La scena si svolge in un campo dove il padrone semina il grano; ma una notte arriva il nemico e semina la zizzania, termine che in ebraico deriva dalla stessa radice del nome “Satana” e richiama il concetto di divisione. Tutti sappiamo che il demonio è uno “zizzaniatore”, colui che cerca sempre di dividere le persone, le famiglie, le nazioni e i popoli. I servitori vorrebbero subito strappare l’erba cattiva, ma il padrone lo impedisce con questa motivazione: «Perché non succeda che, raccogliendo la zizzania, con essa sradichiate anche il grano». Perché sappiamo tutti che la zizzania, quando cresce, assomiglia tanto al grano buono, e vi è il pericolo che si confondano.
L’insegnamento della parabola è duplice. Anzitutto dice che il male che c’è nel mondo non proviene da Dio, ma dal suo nemico, il Maligno. È curioso, il maligno va di notte a seminare la zizzania, nel buio, nella confusione; lui va dove non c’è luce per seminare la zizzania.
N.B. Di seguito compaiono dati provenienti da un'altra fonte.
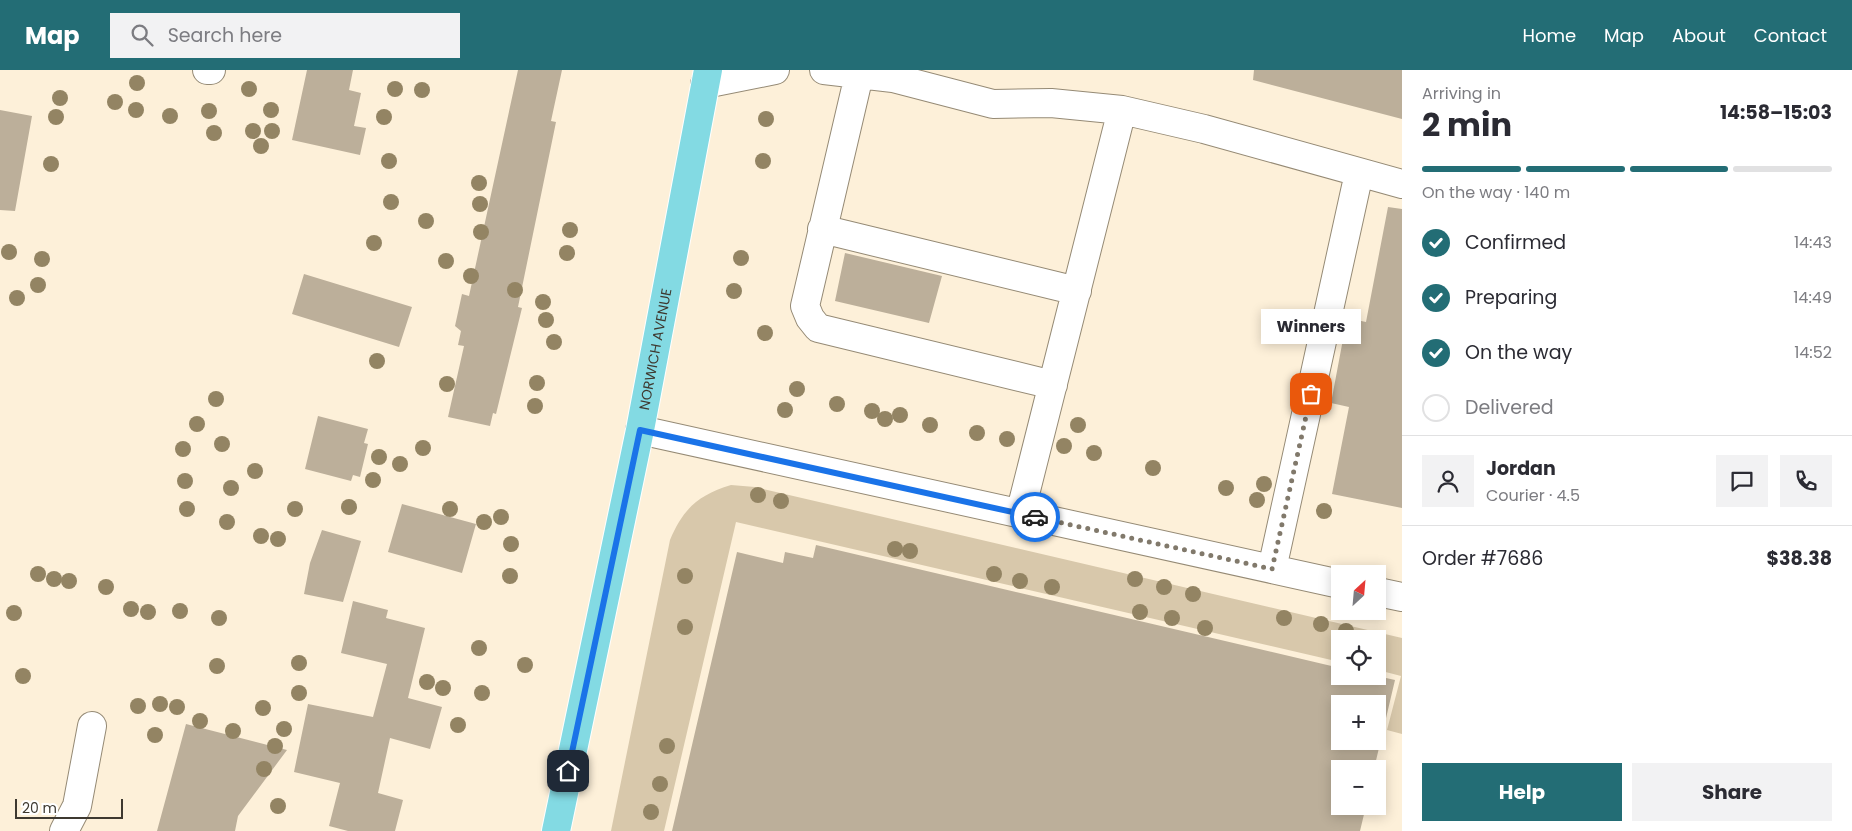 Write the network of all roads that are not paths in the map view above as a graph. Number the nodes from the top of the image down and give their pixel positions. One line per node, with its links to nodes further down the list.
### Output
1 (776, 70): 4 (street)
2 (824, 70): 3 (street)
3 (859, 75): 5 (street); 8 (street)
4 (706, 77): 11 (main road, NORWICH AVENUE)
5 (1122, 110): 6 (street); 9 (street)
6 (1360, 173): 7 (street); 13 (street)
7 (1402, 184)
8 (822, 229): 9 (street); 10 (street)
9 (1077, 291): 10 (street)
10 (1053, 385): 12 (street)
11 (640, 430): 12 (street); 19 (main road, NORWICH AVENUE)
12 (1020, 514): 13 (street)
13 (1272, 569): 14 (street)
14 (1331, 582)
15 (1386, 594): 16 (street)
16 (1402, 597)
17 (92, 726): 18 (street)
18 (64, 831)
19 (556, 831)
Questo nemico è astuto: ha seminato il male in mezzo al bene, così che è impossibile a noi uomini separarli nettamente; ma Dio, alla fine, potrà farlo.
E qui veniamo al secondo tema: la contrapposizione tra l’impazienza dei servi e la paziente attesa del proprietario del campo, che rappresenta Dio. Noi a volte abbiamo una gran fretta di giudicare, classificare, mettere di qua i buoni, di là i cattivi… Ma ricordatevi la preghiera di quell’uomo superbo: “O Dio, ti ringrazio perché io sono buono, non sono non sono come gli altri uomini, cattivi….” (Lc 18,11-12). Dio invece sa aspettare. Egli guarda nel “campo” della vita di ogni persona con pazienza e misericordia: vede molto meglio di noi la sporcizia e il male, ma vede anche i germi del bene e attende con fiducia che maturino. Dio è paziente, sa aspettare. Che bello questo: il nostro Dio è un padre paziente, che ci aspetta sempre e ci aspetta con il cuore in mano per accoglierci, per perdonarci. Egli sempre ci perdona se andiamo da Lui.
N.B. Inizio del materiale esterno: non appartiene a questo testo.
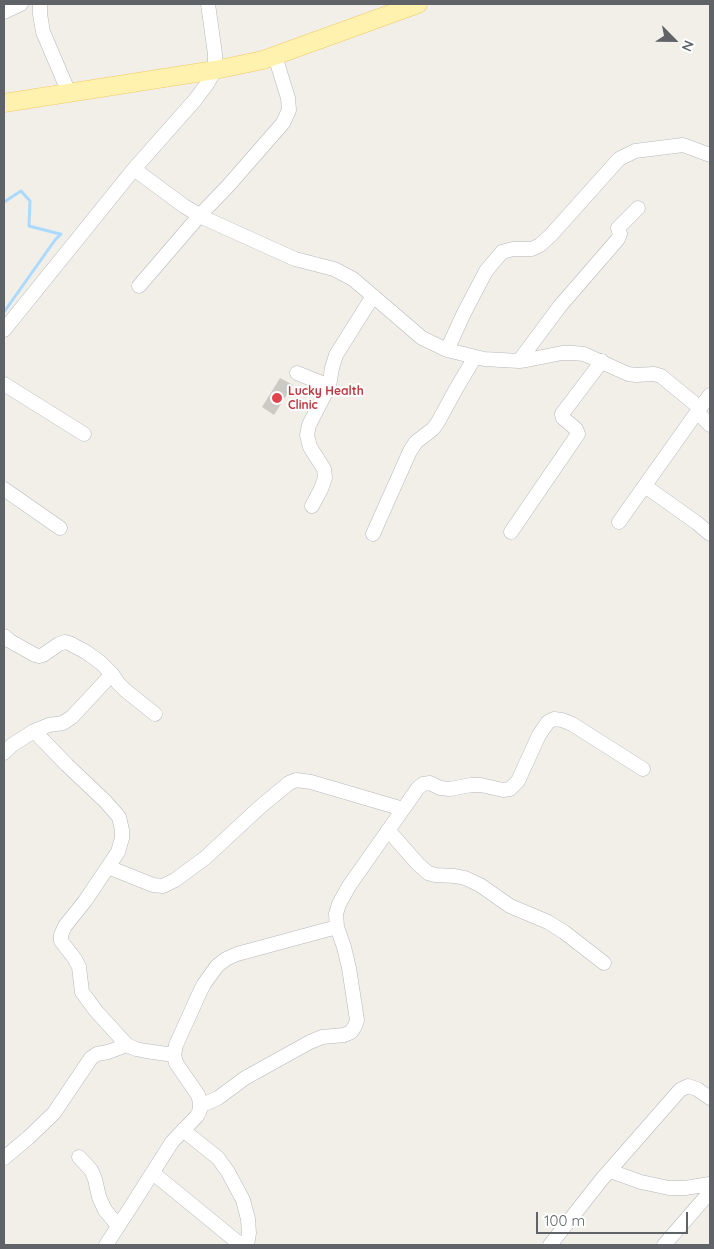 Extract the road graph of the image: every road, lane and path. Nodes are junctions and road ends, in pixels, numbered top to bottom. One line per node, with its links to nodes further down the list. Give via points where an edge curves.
1 (21, 4): 6 (street)
2 (40, 4): 9 (street, via 43,32)
3 (208, 4): 8 (street)
4 (418, 4): 5 (main road)
5 (389, 8): 7 (main road)
6 (4, 12)
7 (275, 56): 8 (main road); 14 (street, via 288,98 287,116)
8 (215, 70): 9 (main road); 12 (street, via 195,100)
9 (69, 92): 10 (main road)
10 (6, 106)
11 (710, 155): 18 (street, via 683,145 635,151 619,159 540,245 502,252 486,271)
12 (134, 169): 14 (street); 17 (street)
13 (638, 208): 20 (street, via 618,228 618,239)
14 (200, 215): 15 (street); 16 (street, via 295,259 334,269 353,279)
15 (139, 286)
16 (373, 296): 18 (street, via 422,338); 24 (street, via 336,355)
17 (4, 330)
18 (447, 350): 19 (street)
19 (475, 357): 20 (street); 35 (street, via 438,422 410,451)
20 (519, 360): 21 (street, via 573,353)
21 (602, 361): 26 (street, via 628,374 661,376); 34 (street, via 562,414 578,434)
22 (297, 373): 24 (street)
23 (4, 384): 28 (street)
24 (329, 386): 31 (street, via 307,435 310,447 324,469 321,489)
25 (710, 395): 26 (street)
26 (699, 410): 27 (street); 29 (street)
27 (710, 425)
28 (84, 434)
29 (645, 486): 32 (street); 36 (street)
30 (4, 489): 33 (street)
31 (312, 506)
32 (619, 522)
33 (60, 528)
34 (511, 532)
35 (373, 534)
36 (710, 534)
37 (4, 636): 38 (street, via 39,656 59,644 69,643 95,658)
38 (112, 674): 39 (street, via 125,690); 40 (street, via 72,717)
39 (154, 714)
40 (34, 731): 41 (street); 45 (street, via 119,817 122,838)
41 (4, 753)
42 (643, 769): 43 (street, via 572,724 554,719 539,735 518,781 510,789 481,785 450,789 423,784)
43 (403, 810): 44 (street); 45 (street, via 296,780 176,880 163,886 153,885)
44 (388, 830): 46 (street, via 339,904); 47 (street, via 428,873 466,878 510,906 548,922)
45 (108, 867): 48 (street, via 65,926 61,941 79,967 82,992)
46 (337, 927): 49 (street, via 237,954 217,966 202,989); 51 (street, via 349,968 357,1020 351,1032 310,1042)
47 (604, 963)
48 (127, 1046): 49 (street); 54 (street, via 91,1058 54,1113)
49 (174, 1055): 51 (street, via 198,1094)
50 (710, 1098): 55 (street, via 688,1086 680,1090)
51 (200, 1106): 52 (street, via 197,1116)
52 (183, 1130): 56 (street); 62 (street, via 218,1158 228,1172 243,1200 248,1219)
53 (79, 1157): 59 (street, via 91,1170 99,1197)
54 (4, 1158)
55 (610, 1171): 57 (street, via 669,1188); 63 (street)
56 (153, 1173): 59 (street); 61 (street)
57 (710, 1184)
58 (710, 1192): 64 (street)
59 (118, 1226): 60 (street)
60 (106, 1245)
61 (241, 1245)
62 (246, 1245)
63 (550, 1245)
64 (664, 1245)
L’atteggiamento del padrone è quello della speranza fondata sulla certezza che il male non ha né la prima né l’ultima parola. Ed è grazie a questa paziente speranza di Dio che la stessa zizzania, cioè il cuore cattivo con tanti peccati, alla fine può diventare buon grano. Ma attenzione: la pazienza evangelica non è indifferenza al male; non si può fare confusione tra bene e male! Di fronte alla zizzania presente nel mondo il discepolo del Signore è chiamato a imitare la pazienza di Dio, alimentare la speranza con il sostegno di una incrollabile fiducia nella vittoria finale del bene, cioè di Dio.
Alla fine, infatti, il male sarà tolto ed eliminato: al tempo della mietitura, cioè del giudizio, i mietitori eseguiranno l’ordine del padrone separando la zizzania per bruciarla . In quel giorno della mietitura finale il giudice sarà Gesù, Colui che ha seminato il buon grano nel mondo e che è diventato Lui stesso “chicco di grano”, è morto ed è risorto. Alla fine saremo tutti giudicati con lo stesso metro con cui abbiamo giudicato: la misericordia che avremo usato verso gli altri sarà usata anche con noi. Chiediamo alla Madonna, nostra Madre, di aiutarci a crescere nella pazienza, nella speranza e nella misericordia con tutti i fratelli."